____ Excerpted records

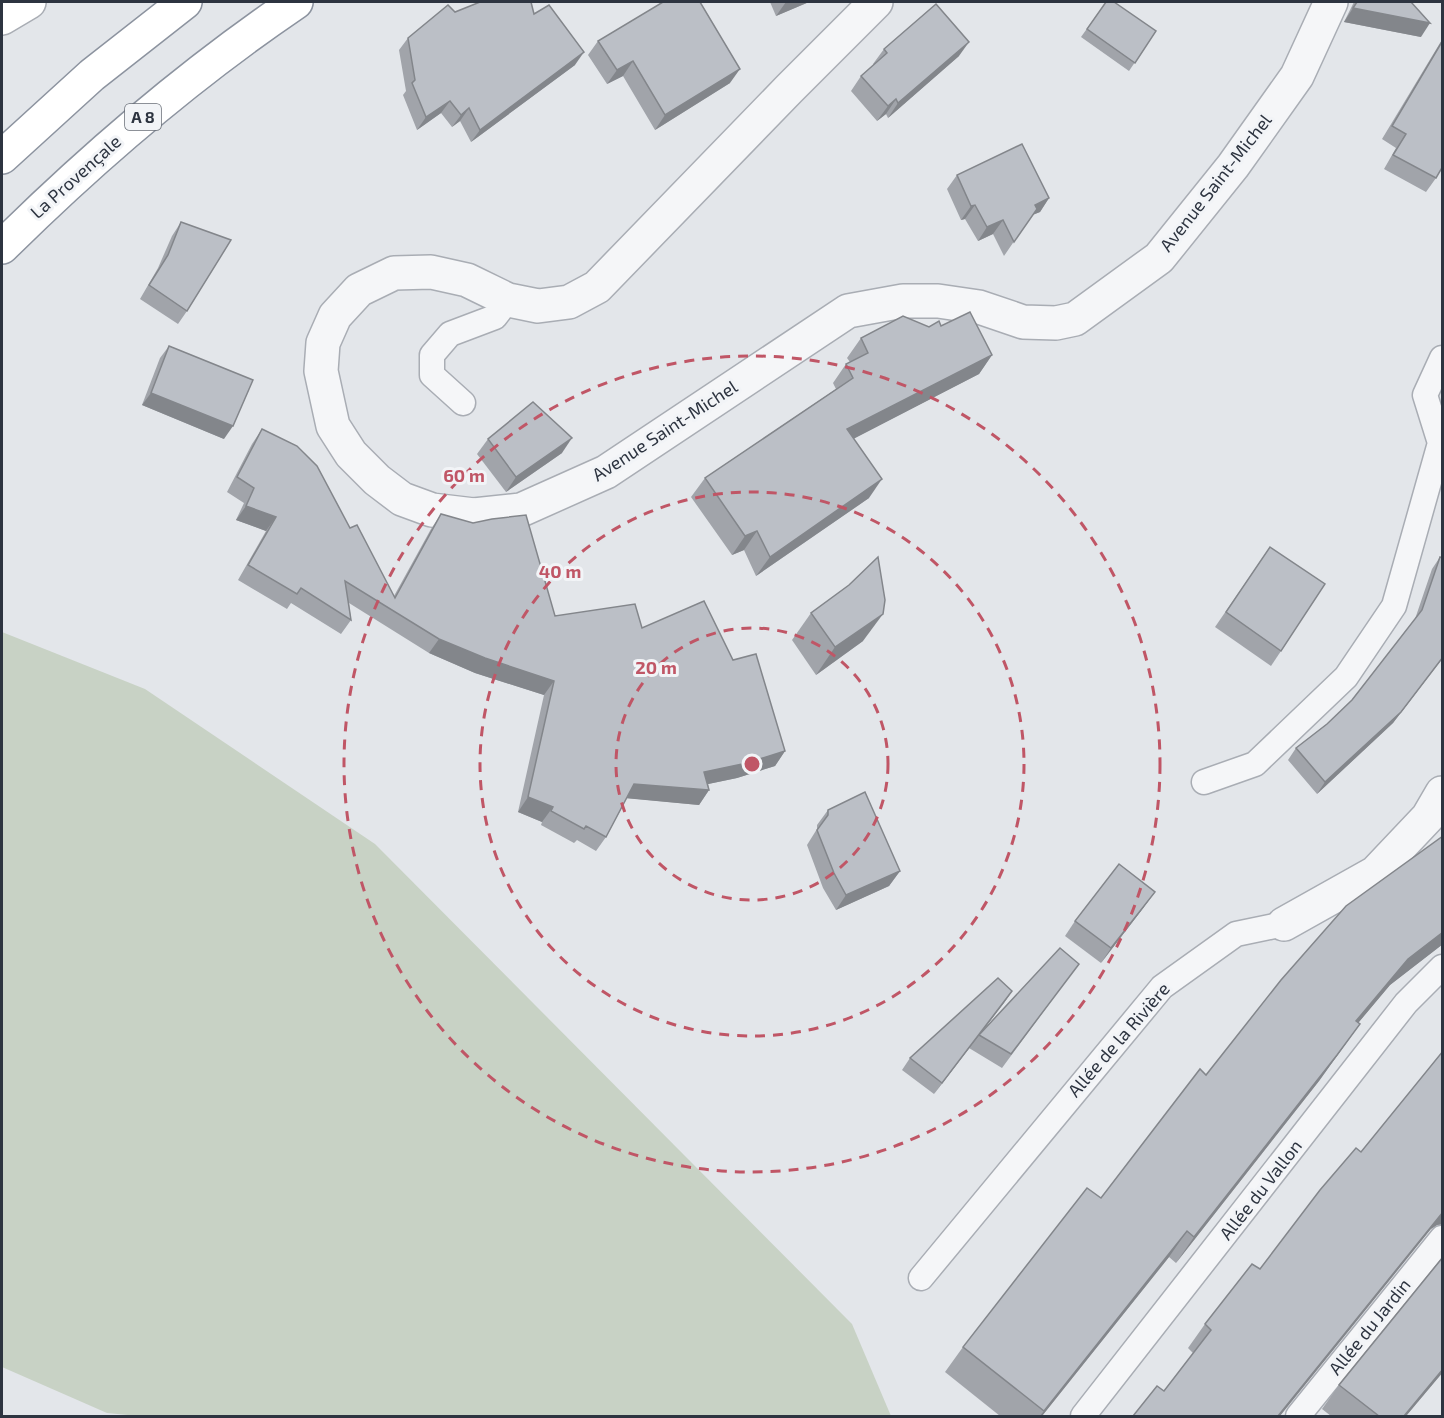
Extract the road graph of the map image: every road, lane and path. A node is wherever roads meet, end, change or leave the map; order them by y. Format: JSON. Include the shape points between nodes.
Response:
{"nodes":[{"id":1,"x":29,"y":2,"type":"edge"},
{"id":2,"x":185,"y":2,"type":"edge"},
{"id":3,"x":296,"y":2,"type":"edge"},
{"id":4,"x":876,"y":2,"type":"edge"},
{"id":5,"x":1331,"y":2,"type":"edge"},
{"id":6,"x":2,"y":18,"type":"edge"},
{"id":7,"x":2,"y":157,"type":"edge"},
{"id":8,"x":2,"y":247,"type":"edge"},
{"id":9,"x":508,"y":300,"type":"junction"},
{"id":10,"x":1443,"y":358,"type":"edge"},
{"id":11,"x":463,"y":403,"type":"dead end"},
{"id":12,"x":1204,"y":782,"type":"dead end"},
{"id":13,"x":1443,"y":793,"type":"edge"},
{"id":14,"x":1284,"y":924,"type":"joint"},
{"id":15,"x":1443,"y":967,"type":"edge"},
{"id":16,"x":1443,"y":1238,"type":"edge"},
{"id":17,"x":921,"y":1278,"type":"dead end"},
{"id":18,"x":1083,"y":1416,"type":"edge"},
{"id":19,"x":1298,"y":1416,"type":"edge"}],
"edges":[{"from":1,"to":6,"type":"main road"},
{"from":2,"to":7,"type":"main road","via":[[92,75]]},
{"from":3,"to":8,"type":"main road","name":"La Provençale","number":"A 8","via":[[201,70],[132,126]]},
{"from":4,"to":9,"type":"street","name":"Avenue Saint-Michel","via":[[597,287],[568,302],[538,306]]},
{"from":5,"to":9,"type":"street","name":"Avenue Saint-Michel","via":[[1297,76],[1226,176],[1159,258],[1075,319],[1023,322],[978,307],[938,301],[903,300],[848,311],[606,472],[521,510],[474,515],[432,510],[402,499],[351,454],[333,426],[321,371],[323,343],[335,316],[359,290],[394,273],[431,272],[467,280]]},
{"from":9,"to":11,"type":"lane","via":[[495,317],[450,334],[432,355],[432,375]]},
{"from":10,"to":12,"type":"lane","via":[[1425,395],[1440,443],[1394,606],[1346,677],[1255,764]]},
{"from":13,"to":14,"type":"street","name":"Allée de la Rivière","via":[[1428,817],[1375,873]]},
{"from":14,"to":17,"type":"lane","name":"Allée de la Rivière","via":[[1236,934],[1162,987]]},
{"from":15,"to":18,"type":"lane","name":"Allée du Vallon","via":[[1406,1003]]},
{"from":16,"to":19,"type":"lane","name":"Allée du Jardin"}]}
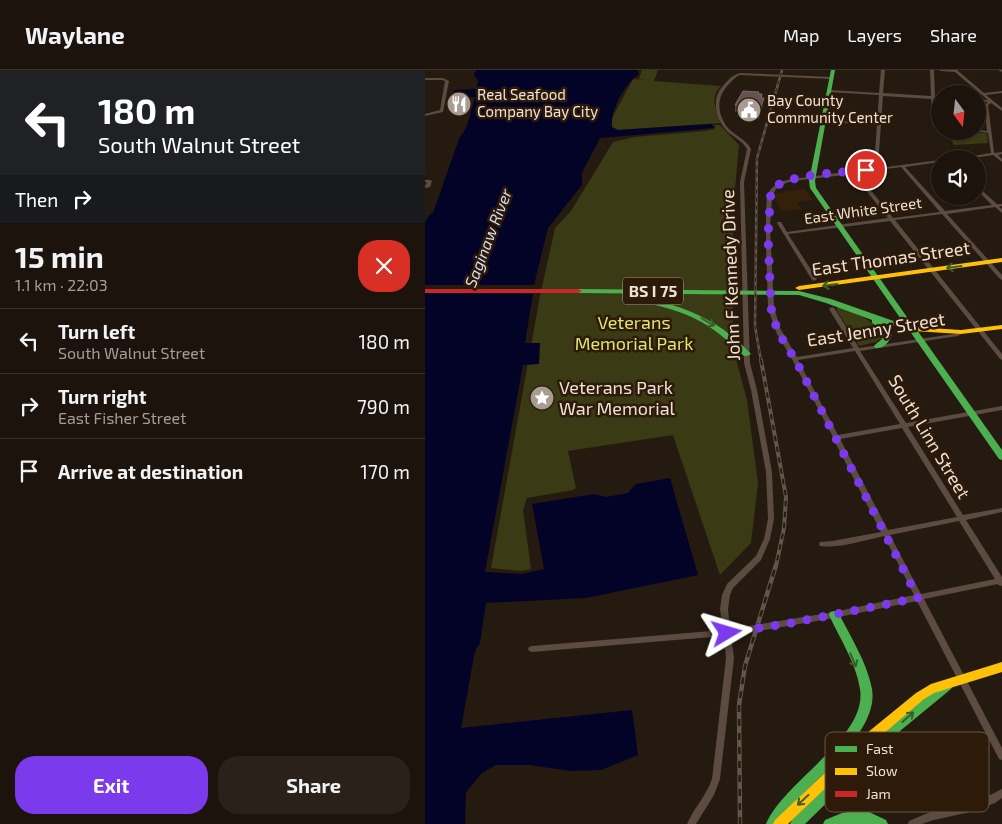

________

All entries need repeating exactly, but without the pictures.

[Result below]
Extract the road graph of the map image: every road, lane and path. A node is wherever roads meet, end, change or leave the map; order them by y. Format: JSON. Include the shape points between nodes.
Response:
{"nodes":[{"id":1,"x":29,"y":2,"type":"edge"},
{"id":2,"x":185,"y":2,"type":"edge"},
{"id":3,"x":296,"y":2,"type":"edge"},
{"id":4,"x":876,"y":2,"type":"edge"},
{"id":5,"x":1331,"y":2,"type":"edge"},
{"id":6,"x":2,"y":18,"type":"edge"},
{"id":7,"x":2,"y":157,"type":"edge"},
{"id":8,"x":2,"y":247,"type":"edge"},
{"id":9,"x":508,"y":300,"type":"junction"},
{"id":10,"x":1443,"y":358,"type":"edge"},
{"id":11,"x":463,"y":403,"type":"dead end"},
{"id":12,"x":1204,"y":782,"type":"dead end"},
{"id":13,"x":1443,"y":793,"type":"edge"},
{"id":14,"x":1284,"y":924,"type":"joint"},
{"id":15,"x":1443,"y":967,"type":"edge"},
{"id":16,"x":1443,"y":1238,"type":"edge"},
{"id":17,"x":921,"y":1278,"type":"dead end"},
{"id":18,"x":1083,"y":1416,"type":"edge"},
{"id":19,"x":1298,"y":1416,"type":"edge"}],
"edges":[{"from":1,"to":6,"type":"main road"},
{"from":2,"to":7,"type":"main road","via":[[92,75]]},
{"from":3,"to":8,"type":"main road","name":"La Provençale","number":"A 8","via":[[201,70],[132,126]]},
{"from":4,"to":9,"type":"street","name":"Avenue Saint-Michel","via":[[597,287],[568,302],[538,306]]},
{"from":5,"to":9,"type":"street","name":"Avenue Saint-Michel","via":[[1297,76],[1226,176],[1159,258],[1075,319],[1023,322],[978,307],[938,301],[903,300],[848,311],[606,472],[521,510],[474,515],[432,510],[402,499],[351,454],[333,426],[321,371],[323,343],[335,316],[359,290],[394,273],[431,272],[467,280]]},
{"from":9,"to":11,"type":"lane","via":[[495,317],[450,334],[432,355],[432,375]]},
{"from":10,"to":12,"type":"lane","via":[[1425,395],[1440,443],[1394,606],[1346,677],[1255,764]]},
{"from":13,"to":14,"type":"street","name":"Allée de la Rivière","via":[[1428,817],[1375,873]]},
{"from":14,"to":17,"type":"lane","name":"Allée de la Rivière","via":[[1236,934],[1162,987]]},
{"from":15,"to":18,"type":"lane","name":"Allée du Vallon","via":[[1406,1003]]},
{"from":16,"to":19,"type":"lane","name":"Allée du Jardin"}]}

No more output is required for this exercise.